The first case was a 44‐year‐old woman, born in the Republic of Cabo Verde, who started to have muscle cramps and progressive motor impairment in her legs and feet at age 25. Later, muscle cramps and progressive motor impairment began in her arms and hands. She was prescribed ankle-foot braces at age 34 and had walking difficulties.

She also complained of slight sensory loss and tingling, pricking, burning, or numbness sensation in her feet.

A neurological examination revealed severe muscle wasting and weakness in both hands and feet, symmetrical reduction of nerve reflexes in her upper limbs, and absent reflexes in the lower limbs, as well as slightly reduced light touch and pain sensations up to mid‐calf.

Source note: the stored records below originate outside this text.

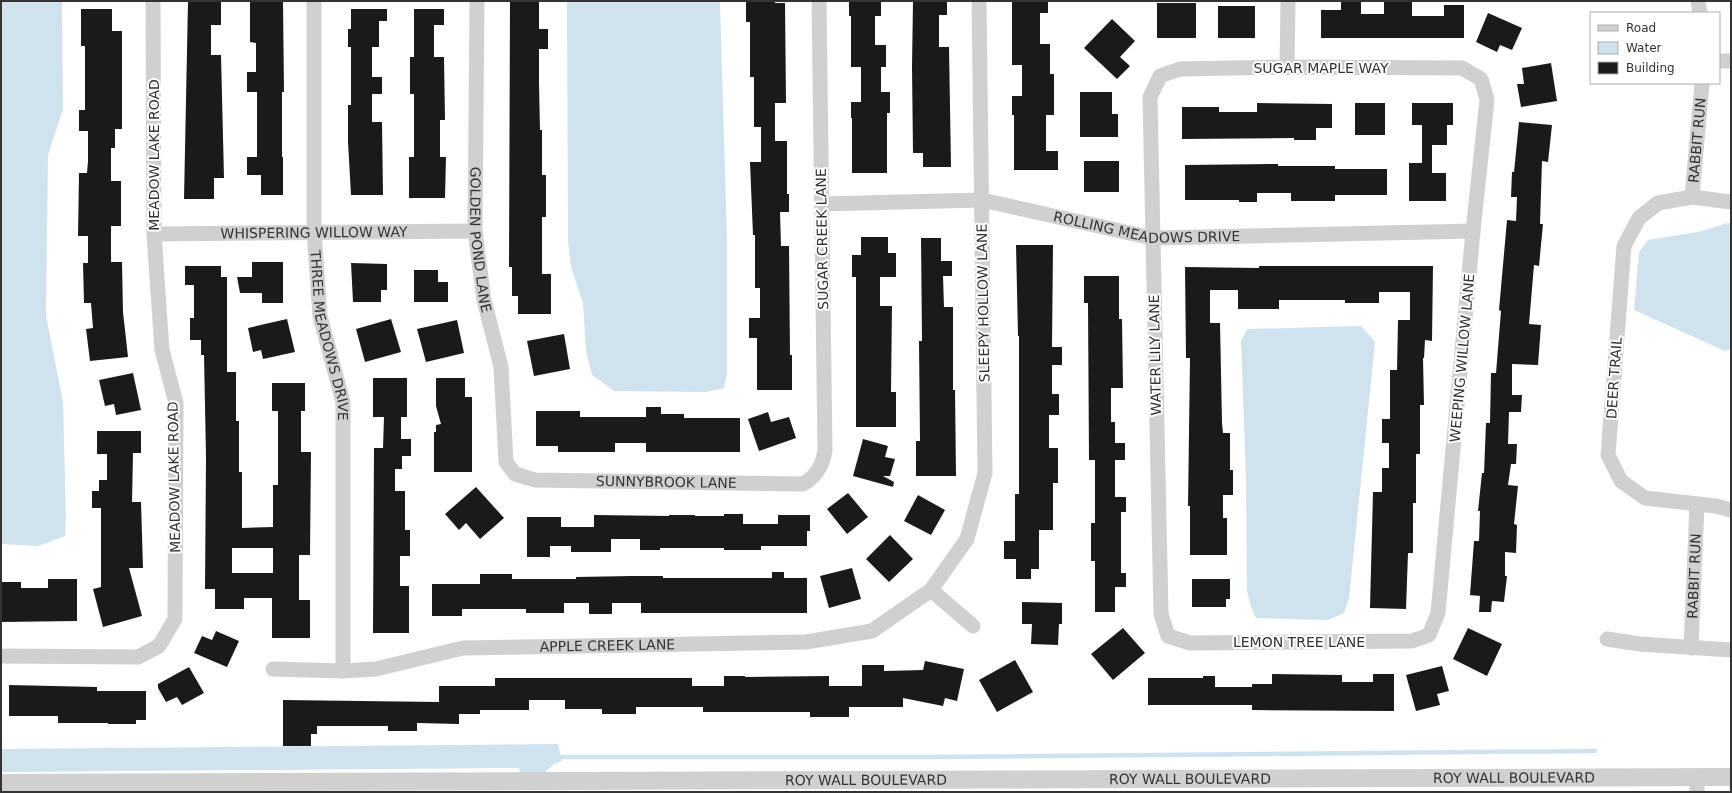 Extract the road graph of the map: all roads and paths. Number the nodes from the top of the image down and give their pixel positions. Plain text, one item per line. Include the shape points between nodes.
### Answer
1 (153, 1) edge
2 (314, 1) edge
3 (477, 1) edge
4 (819, 1) edge
5 (979, 1) edge
6 (1288, 1) edge
7 (1698, 1) edge
8 (1700, 12) edge
9 (1720, 61) edge
10 (1731, 61) edge
11 (1287, 68) junction
12 (1160, 76) joint
13 (1480, 80) joint
14 (1702, 84) edge
15 (1692, 197) junction
16 (982, 200) junction
17 (1731, 202) edge
18 (822, 204) junction
19 (314, 231) junction
20 (475, 231) junction
21 (1473, 231) junction
22 (154, 234) junction
23 (1152, 238) junction
24 (515, 474) joint
25 (815, 475) joint
26 (1697, 504) junction
27 (1731, 510) edge
28 (931, 590) junction
29 (973, 626) dead end
30 (1429, 635) joint
31 (1168, 636) joint
32 (1607, 639) dead end
33 (1691, 648) junction
34 (1731, 650) edge
35 (1, 656) edge
36 (273, 670) dead end
37 (343, 671) junction
38 (1731, 777) edge
39 (1, 784) edge
40 (1697, 784) edge
41 (385, 787) edge

1 - 22 street, MEADOW LAKE ROAD
2 - 19 street, THREE MEADOWS DRIVE
3 - 20 street, GOLDEN POND LANE
4 - 18 street, SUGAR CREEK LANE
5 - 16 street, SLEEPY HOLLOW LANE
6 - 11 street
7 - 8 street
9 - 10 street
11 - 12 street, SUGAR MAPLE WAY via 1180,69
11 - 13 street, SUGAR MAPLE WAY via 1462,68
12 - 23 street, WATER LILY LANE via 1150,97
13 - 21 street, WEEPING WILLOW LANE via 1487,100
14 - 15 street, RABBIT RUN
15 - 17 street, DEER TRAIL
15 - 26 street, DEER TRAIL via 1658,203 1639,218 1624,246 1608,455 1621,481 1645,498
16 - 18 street, ROLLING MEADOWS DRIVE
16 - 23 street, ROLLING MEADOWS DRIVE
16 - 28 street, SLEEPY HOLLOW LANE via 985,474 967,539
18 - 25 street, SUGAR CREEK LANE via 826,451 823,464
19 - 20 street, WHISPERING WILLOW WAY
19 - 22 street, WHISPERING WILLOW WAY
19 - 37 street, THREE MEADOWS DRIVE via 320,316 343,402
20 - 24 street, GOLDEN POND LANE via 484,300 501,367 506,462
21 - 23 street, ROLLING MEADOWS DRIVE
21 - 30 street, WEEPING WILLOW LANE via 1438,613
22 - 35 street, MEADOW LAKE ROAD via 162,350 176,403 175,619 159,646 138,657
23 - 31 street, WATER LILY LANE via 1161,614
24 - 25 street, SUNNYBROOK LANE via 535,480 803,484
26 - 27 street, DEER TRAIL
26 - 33 street, RABBIT RUN
28 - 29 street
28 - 37 street, APPLE CREEK LANE via 872,631 806,642 464,648 376,669
30 - 31 street, LEMON TREE LANE via 1412,641 1198,643
32 - 33 street
33 - 34 street
36 - 37 street, APPLE CREEK LANE
38 - 40 street, ROY WALL BOULEVARD
39 - 41 street, ROY WALL BOULEVARD
40 - 41 street, ROY WALL BOULEVARD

Genetic testing identified the p.S135F mutation in both copies of the HSPB1 gene. Her parents were reported to have no symptoms (asymptomatic), but a DNA analysis was not feasible.

Three of her seven asymptomatic siblings tested negative for such mutation, and her 9‐year‐old son, a carrier of one mutated HSPB1 copy (inherited from the mother), remained asymptomatic at last examination.

The second case described a 66‐year‐old man born to an Iranian family. At age 48, he started experiencing walking problems, fatigue, and muscle pain in the lower limbs, which progressed slowly in the following years.

When last seen in 2006, a neurological examination revealed slight muscle weakness and atrophy, as well as sensory loss in the lower limbs, but not in the upper limbs.

He was found to carry a p.R136L homozygous mutation in the HSPB1 gene. His parents and his three sisters were reported to be asymptomatic.

The team noted that while parents from both patients were reported to be biologically unrelated and asymptomatic, neither could be examined clinically or genetically, and it remains possible that they could present subclinical abnormalities.

This limitation also prevented a definite conclusion about the transmission patterns of the HSPB1 mutation in these families.

“Nevertheless, it is puzzling that [heterozygous] p.S135F and p.R136L mutations are clinically silent in these families, considering the complete penetrance” of the disease in previous reports, the researchers wrote.

In addition, the clinical presentation of these patients, carrying homozygous p.S135F and p.R136L mutations, “does not appear to be more severe than that previously reported in heterozygous patients,” the team added.

“Our discovery of [homozygous] inheritance of the two most frequent dominant HSPB1 mutations further expands the genetic complexity of HSPB1‐associated neuropathies,” the researchers concluded.